第5話 異世界サバイバルの必需品

 クロベエにまたがり辺りを散策する。生きるために何より必要な水源の確保と、同じく無いと非常に困る焚き火の材料を集めるためだ。


 ログボの食糧セットに水も含まれていればこんな苦労もなかったのだけどな。ほんと気が利かない女神だわ。そもそもさ、水や食料はログボじゃなくて『チュートリアル』をこなす過程で手に入るようにしてくれたら良かったんだよ。ファイアスターターとかさあ、ナイフとかさあ。サバイバルのお約束道具って有るじゃん?


 ログボは好きだしワクワクするけどさ、もっとこう、やりようが有ると思うんだよな。


 ぶつくさ言いながら暫く探索をすると、クロベエが『あっちから水の匂いがするよ』と駆けだした。こいつ、実は結構有能なのでは無かろうか。


 クロベエの背中で揺られること数分、まもなくして視界に入ったのは広くて綺麗な泉だった。泉の中央にはこんこんと水が湧き出す岩場があって、めちゃ綺麗。うーん、アプリでささくれた心が癒やされていくのがわかるぜ。


 めちゃくちゃ透明度高くって、いかにも飲めそうな感じだけど……のんでも平気かな? いくら泉と言っても中に何も住んでないわけじゃあないからなあ。

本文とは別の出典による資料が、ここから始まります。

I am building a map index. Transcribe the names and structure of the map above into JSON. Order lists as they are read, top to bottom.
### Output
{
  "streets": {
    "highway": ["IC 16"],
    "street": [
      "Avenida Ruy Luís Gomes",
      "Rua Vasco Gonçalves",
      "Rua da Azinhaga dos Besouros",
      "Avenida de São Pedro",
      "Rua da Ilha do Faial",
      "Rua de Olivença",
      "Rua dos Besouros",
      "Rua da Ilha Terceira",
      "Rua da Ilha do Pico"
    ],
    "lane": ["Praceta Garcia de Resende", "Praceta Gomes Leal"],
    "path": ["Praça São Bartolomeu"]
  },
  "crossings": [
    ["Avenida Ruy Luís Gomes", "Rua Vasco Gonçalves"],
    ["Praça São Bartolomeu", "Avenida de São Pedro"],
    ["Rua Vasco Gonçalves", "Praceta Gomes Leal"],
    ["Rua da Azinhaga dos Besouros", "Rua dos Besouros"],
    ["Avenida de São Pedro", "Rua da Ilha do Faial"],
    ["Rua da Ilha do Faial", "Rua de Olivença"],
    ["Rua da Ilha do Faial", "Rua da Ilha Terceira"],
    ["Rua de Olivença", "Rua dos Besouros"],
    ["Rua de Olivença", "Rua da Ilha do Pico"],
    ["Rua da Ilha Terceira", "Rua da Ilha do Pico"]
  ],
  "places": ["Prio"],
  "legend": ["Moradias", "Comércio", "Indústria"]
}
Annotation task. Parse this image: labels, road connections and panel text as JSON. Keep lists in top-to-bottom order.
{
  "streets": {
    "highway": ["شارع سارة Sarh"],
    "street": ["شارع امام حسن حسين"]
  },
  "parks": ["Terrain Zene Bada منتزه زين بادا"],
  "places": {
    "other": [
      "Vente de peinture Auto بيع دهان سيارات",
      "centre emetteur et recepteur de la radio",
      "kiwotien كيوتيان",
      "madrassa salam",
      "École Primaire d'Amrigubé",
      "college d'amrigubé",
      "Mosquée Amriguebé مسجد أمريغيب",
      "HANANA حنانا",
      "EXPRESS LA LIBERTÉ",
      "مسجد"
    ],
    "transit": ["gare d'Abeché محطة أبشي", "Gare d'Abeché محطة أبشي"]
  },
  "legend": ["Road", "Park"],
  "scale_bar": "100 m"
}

魚やら虫やらはまあ、ギリいいけど、目に見えないようなアレやこれやがウジャウジャしてたらちょっとやべえ。


 悲しいかな、現代においてはどんな山奥であっても、沢水の利用には注意が必要だ。


 いかにも飲めそうな綺麗な湧き水スポット――かつてコップが据え付けられ飲み場として賑わっていた場所ですら『大腸菌が検出されました。飲まないでください』等と書いた張り紙があったりするからな。


 けれど、ここではそんな心配は無いのかもしれない。何と言っても異世界だ。周りに水を汚すような物が有る様子は無いし、何よりファンタジー的なご都合主義で多少は気を利かせていると思いたい……つーか、死なない身体らしいからね。何食って飲んでも平気だろ……多分……。


 というわけで遠慮なく両手で掬い口に含んでみた。ヒンヤリとした甘い水だ。思わずそのままゴクリとやれば、乾いた喉をスルッと滑り落ちて非常に気持ちが良い。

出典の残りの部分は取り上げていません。